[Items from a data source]
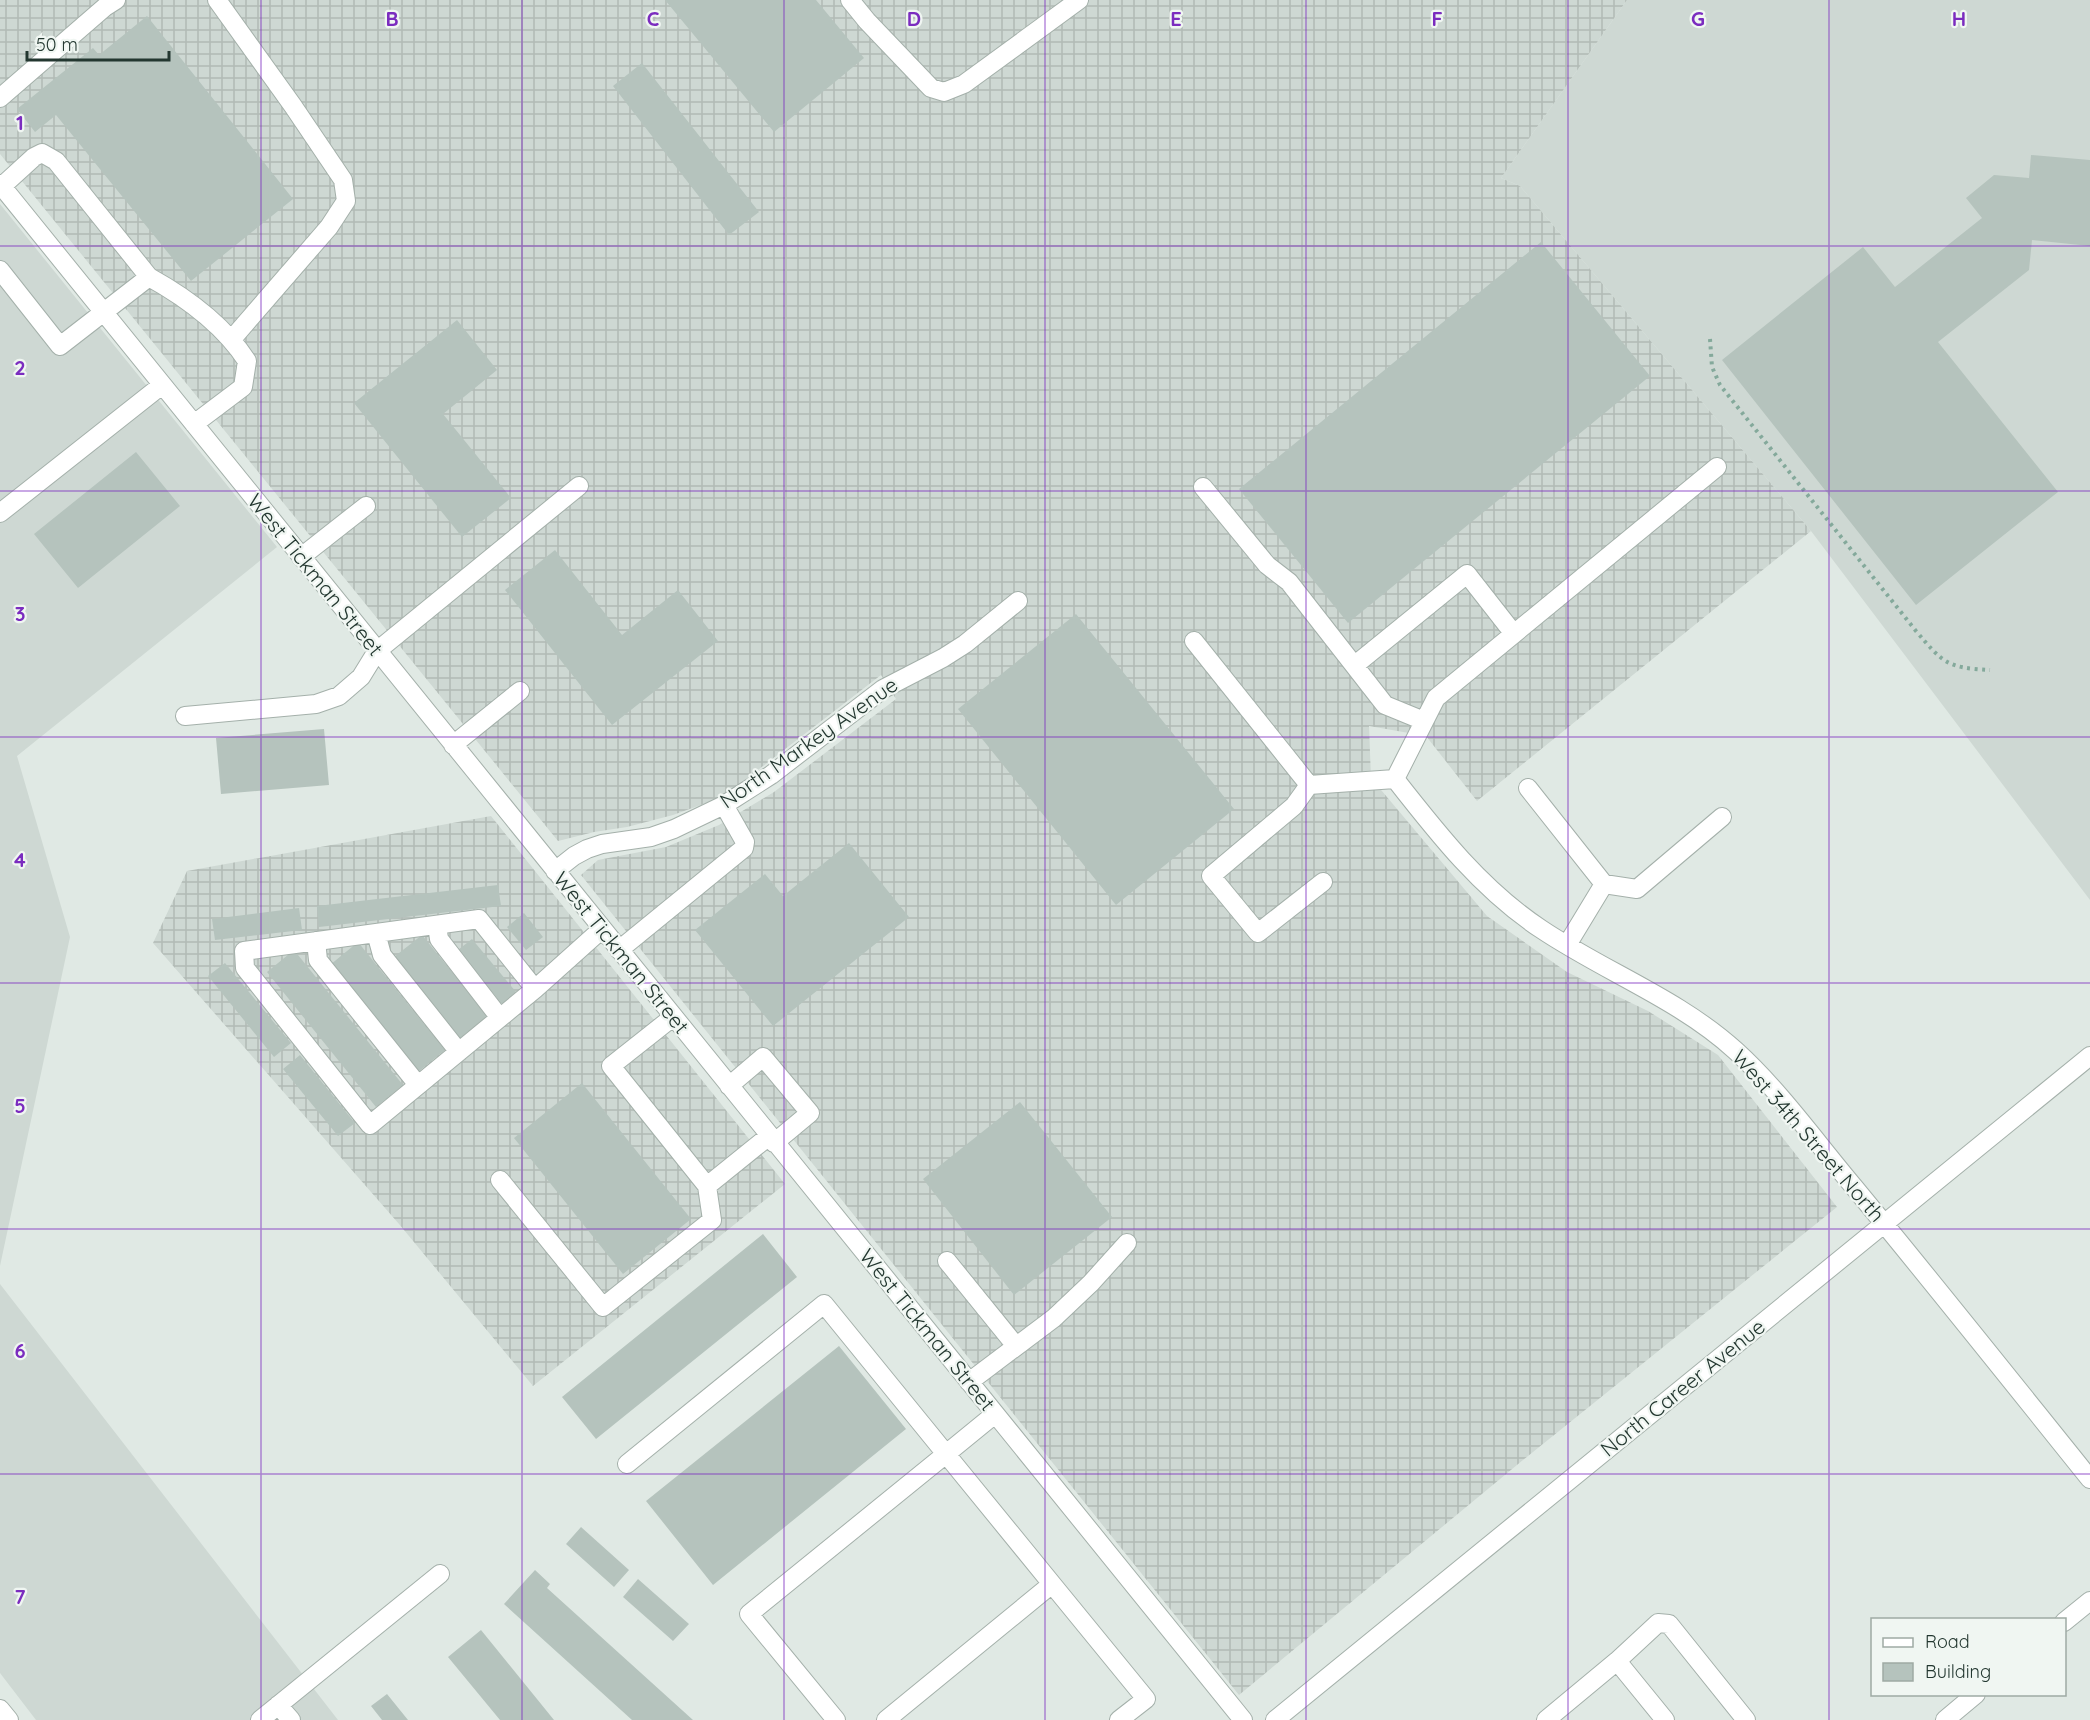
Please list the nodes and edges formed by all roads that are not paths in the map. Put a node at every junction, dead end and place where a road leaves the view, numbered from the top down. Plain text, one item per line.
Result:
1 (116, 0) edge
2 (217, 0) edge
3 (850, 0) edge
4 (1079, 0) edge
5 (0, 98) edge
6 (0, 186) edge
7 (0, 270) edge
8 (149, 277) junction
9 (104, 313) junction
10 (232, 339) junction
11 (162, 385) junction
12 (194, 424) junction
13 (1717, 467) dead end
14 (579, 486) dead end
15 (1203, 487) dead end
16 (366, 506) dead end
17 (0, 513) edge
18 (301, 557) junction
19 (1018, 601) dead end
20 (1514, 634) junction
21 (1194, 641) dead end
22 (377, 651) junction
23 (1355, 665) junction
24 (520, 691) dead end
25 (185, 716) dead end
26 (1424, 721) junction
27 (453, 745) junction
28 (1395, 779) junction
29 (1309, 785) junction
30 (1528, 788) dead end
31 (724, 805) junction
32 (1722, 817) dead end
33 (555, 871) junction
34 (1323, 882) dead end
35 (1604, 884) junction
36 (437, 925) junction
37 (602, 928) junction
38 (376, 933) junction
39 (316, 941) junction
40 (1567, 945) junction
41 (619, 950) junction
42 (535, 989) junction
43 (673, 1017) junction
44 (500, 1018) junction
45 (459, 1052) junction
46 (2090, 1056) edge
47 (418, 1085) junction
48 (729, 1086) junction
49 (772, 1139) junction
50 (500, 1180) dead end
51 (707, 1186) junction
52 (1884, 1224) junction
53 (1127, 1243) dead end
54 (947, 1261) dead end
55 (1016, 1347) junction
56 (969, 1382) junction
57 (995, 1414) junction
58 (946, 1454) junction
59 (627, 1464) dead end
60 (2090, 1479) edge
61 (440, 1574) dead end
62 (1052, 1584) junction
63 (2090, 1601) edge
64 (2066, 1620) edge
65 (1617, 1661) junction
66 (1975, 1696) edge
67 (278, 1705) junction
68 (0, 1709) edge
69 (9, 1720) edge
70 (260, 1720) edge
71 (291, 1720) edge
72 (836, 1720) edge
73 (885, 1720) edge
74 (1119, 1720) edge
75 (1243, 1720) edge
76 (1275, 1720) edge
77 (1546, 1720) edge
78 (1665, 1720) edge
79 (1746, 1720) edge
80 (1945, 1720) edge

1 - 5 street
2 - 10 street
3 - 4 street
6 - 8 street
6 - 9 street, West Tickman Street
7 - 9 street
8 - 9 street
8 - 10 street
9 - 11 street, West Tickman Street
10 - 12 street
11 - 12 street, West Tickman Street
11 - 17 street
12 - 18 street, West Tickman Street
13 - 20 street
14 - 22 street
15 - 23 street
16 - 18 street
18 - 22 street, West Tickman Street
19 - 31 street, North Markey Avenue
20 - 23 street
20 - 26 street
21 - 29 street
22 - 25 street
22 - 27 street, West Tickman Street
23 - 26 street
24 - 27 street
26 - 28 street
27 - 33 street, West Tickman Street
28 - 29 street
28 - 40 street, West 34th Street North
29 - 34 street
30 - 35 street
31 - 33 street, North Markey Avenue
31 - 41 street
32 - 35 street
33 - 37 street, West Tickman Street
35 - 40 street
36 - 38 street
36 - 42 street
36 - 44 street
37 - 41 street, West Tickman Street
37 - 42 street
38 - 39 street
38 - 45 street
39 - 47 street
39 - 47 street
40 - 52 street, West 34th Street North
41 - 43 street, West Tickman Street
42 - 44 street
43 - 48 street, West Tickman Street
43 - 51 street
44 - 45 street
45 - 47 street
46 - 52 street, North Career Avenue
48 - 49 street, West Tickman Street
48 - 49 street
49 - 51 street
49 - 56 street, West Tickman Street
50 - 51 street
52 - 60 street, West 34th Street North
52 - 76 street, North Career Avenue
53 - 55 street
54 - 55 street
55 - 56 street
56 - 57 street, West Tickman Street
57 - 58 street
57 - 75 street, West Tickman Street
58 - 59 street
58 - 62 street
58 - 72 street
61 - 67 street
62 - 73 street
62 - 74 street
63 - 64 street
65 - 77 street
65 - 78 street
65 - 79 street
66 - 80 street
67 - 70 street
67 - 71 street
68 - 69 street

* _DIRECTIONS_
The lines above that hold the word "Markey" should be found and copied out.

* _YOUR SOLUTION_
19 - 31 street, North Markey Avenue
31 - 33 street, North Markey Avenue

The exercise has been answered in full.